Personal information
- Date of birth: 2 March 1992 (age 34)
- Place of birth: Norway
- Height: 1.74 m (5 ft 9 in)
- Position: Goalkeeper

Team information
- Current team: Amazon Grimstad
- Number: 1

Senior career*
- Years: Team / Apps / (Gls)
- Fløy
- 2012: Klepp / 22 / (0)
- 2013: Amazon Grimstad / 5 / (0)
- 2013: Røa / 12 / (0)
- 2014: AIK / 10 / (0)
- 2014: Linköping / 3 / (0)
- 2015: Arna-Bjørnar / 6 / (0)
- 2015–2017: Sunderland / 11 / (0)
- 2017–: Ayia Napa
- 2018: Lyn / 3 / (0)
- 2018–2019: St. Pölten
- 2019: Amazon Grimstad / 1 / (0)
- 2019: Kolbotn / 7 / (0)
- 2021–: Amazon Grimstad / 1 / (0)

International career
- 2007: Norway U15 / 1 / (0)
- 2008: Norway U16 / 3 / (0)
- 2009: Norway U17 / 2 / (0)
- 2012: Norway U20 / 1 / (0)
- 2012–2014: Norway U23 / 6 / (0)

= Hilde Gunn Olsen =

Norwegian footballer (born 1992)

Hilde Gunn Olsen (born 2 March 1992) is a Norwegian footballer, who currently plays as a goalkeeper for Amazon Grimstad.

==Personal life==
Olsen is from Flekkerøy in Kristiansand.

==Career==
She first played internationally as an under-15, and continued to feature for Norway through U23 level.

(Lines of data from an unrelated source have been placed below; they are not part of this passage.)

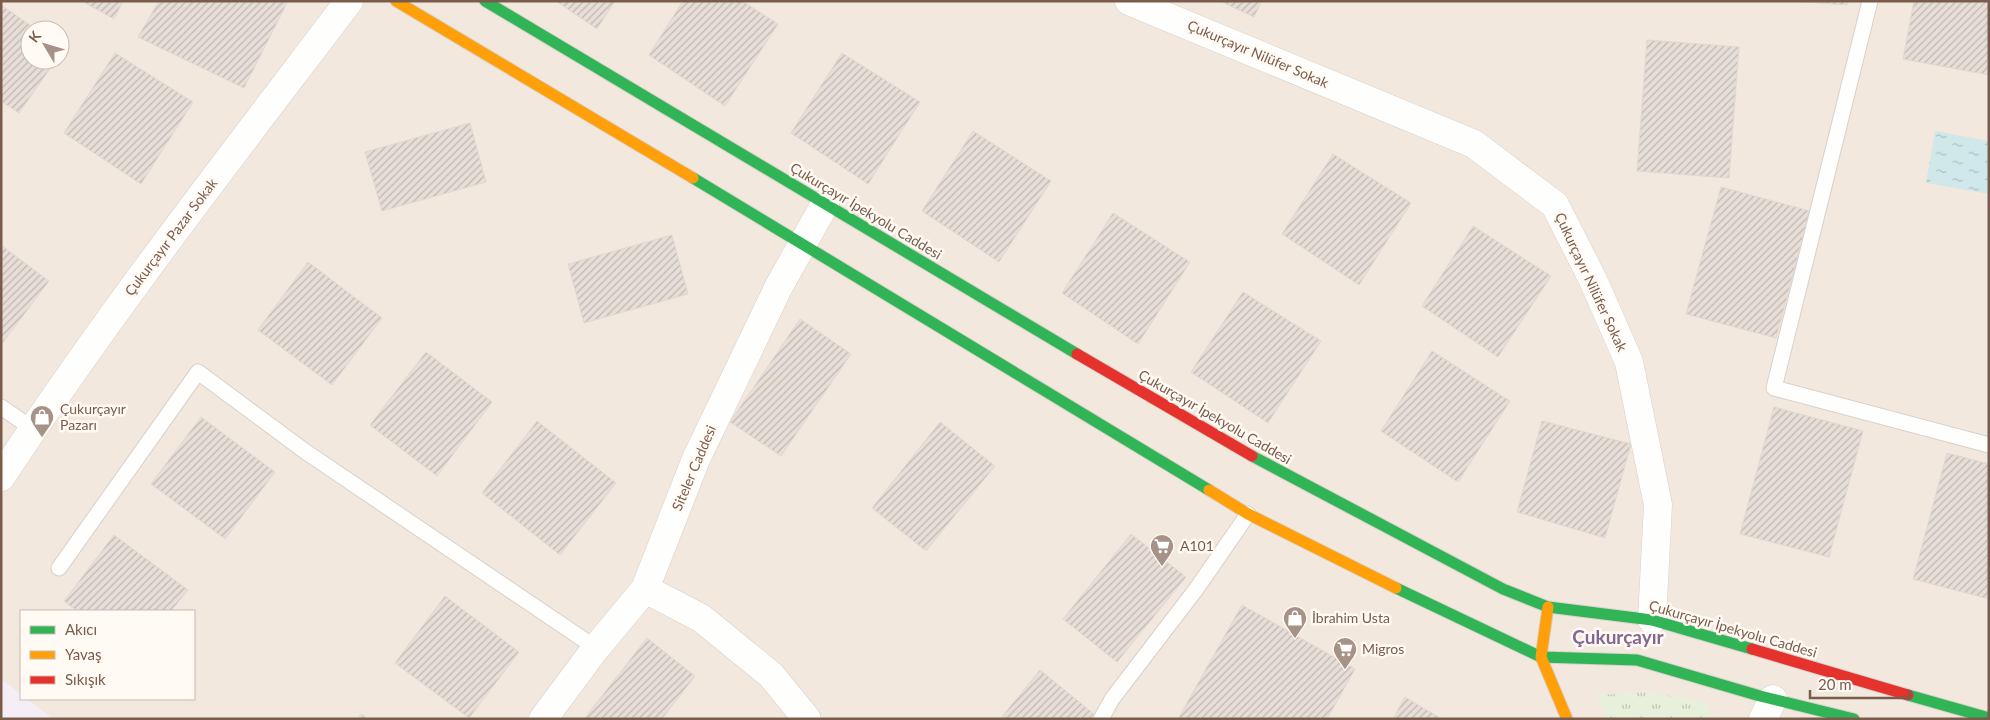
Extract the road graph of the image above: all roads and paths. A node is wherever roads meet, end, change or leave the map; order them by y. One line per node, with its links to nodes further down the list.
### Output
1 (349, 1): 9 (street, Çukurçayır Pazar Sokak)
2 (396, 1): 7 (street)
3 (484, 1): 6 (street, Çukurçayır İpekyolu Caddesi)
4 (1129, 1): 16 (street, Çukurçayır Nilüfer Sokak)
5 (1870, 1): 10 (lane)
6 (825, 204): 7 (street, Siteler Caddesi); 15 (street, Çukurçayır İpekyolu Caddesi)
7 (803, 243): 12 (street); 14 (street, Siteler Caddesi)
8 (1, 407): 9 (lane)
9 (33, 429): 11 (street, Çukurçayır Pazar Sokak)
10 (1989, 446)
11 (1, 477)
12 (1248, 514): 18 (street); 23 (lane)
13 (59, 568): 17 (lane)
14 (645, 589): 17 (street, Siteler Caddesi); 22 (street)
15 (1548, 607): 16 (street, Çukurçayır İpekyolu Caddesi); 18 (street)
16 (1652, 620): 20 (street, Çukurçayır İpekyolu Caddesi)
17 (596, 648): 21 (street, Siteler Caddesi)
18 (1541, 657): 19 (street); 24 (street)
19 (1768, 709): 25 (street)
20 (1989, 718)
21 (543, 719)
22 (807, 719)
23 (1101, 719)
24 (1567, 719)
25 (1854, 719)

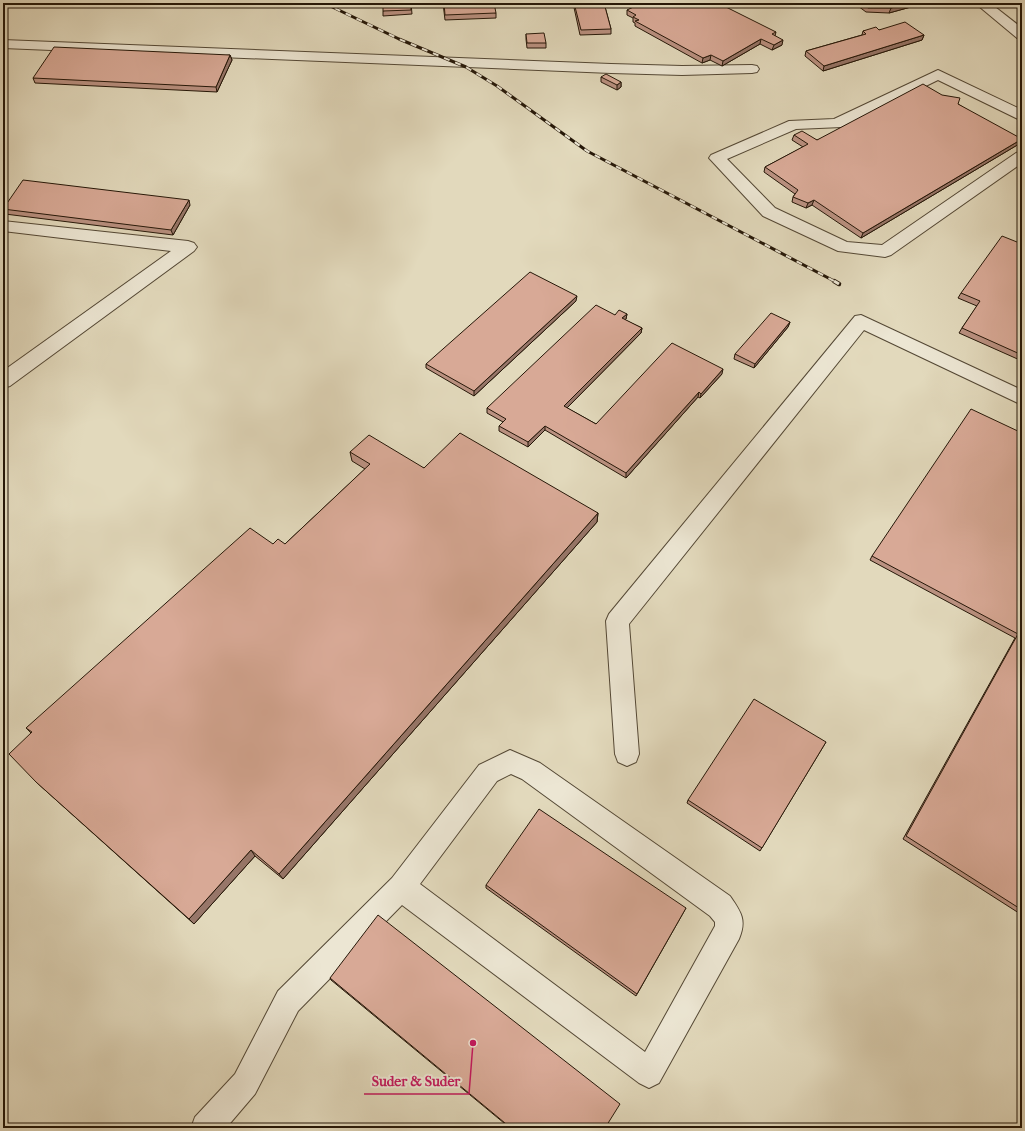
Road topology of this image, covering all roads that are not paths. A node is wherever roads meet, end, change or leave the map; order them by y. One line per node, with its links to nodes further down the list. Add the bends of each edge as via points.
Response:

Olsen has played for Amazon Grimstad, AIK Fotboll Dam, Klepp IL, Røa IL and Fløy. Olsen made two appearances for Swedish club Linköpings FC in the 2014–15 UEFA Women's Champions League. In June 2015, Olsen terminated her contract with Arna Biørnar by mutual consent. In July, during the FA Women's League mid-season break, she signed for Sunderland. In September 2017, Olsen transferred to Ayia Napa FC. In 2018, whilst playing for Lyn, she refused to support a gay pride initiative in which players held up posters before a Toppserien match with Vålerenga. She was the only player who refused. In 2019, Olsen signed for Norwegian club Kolbotn. In 2021, Olsen played for Amazon Grimstad, and in August 2021, she played against her sister Karen Andrea Olsen, who was goalkeeper for Gimletroll.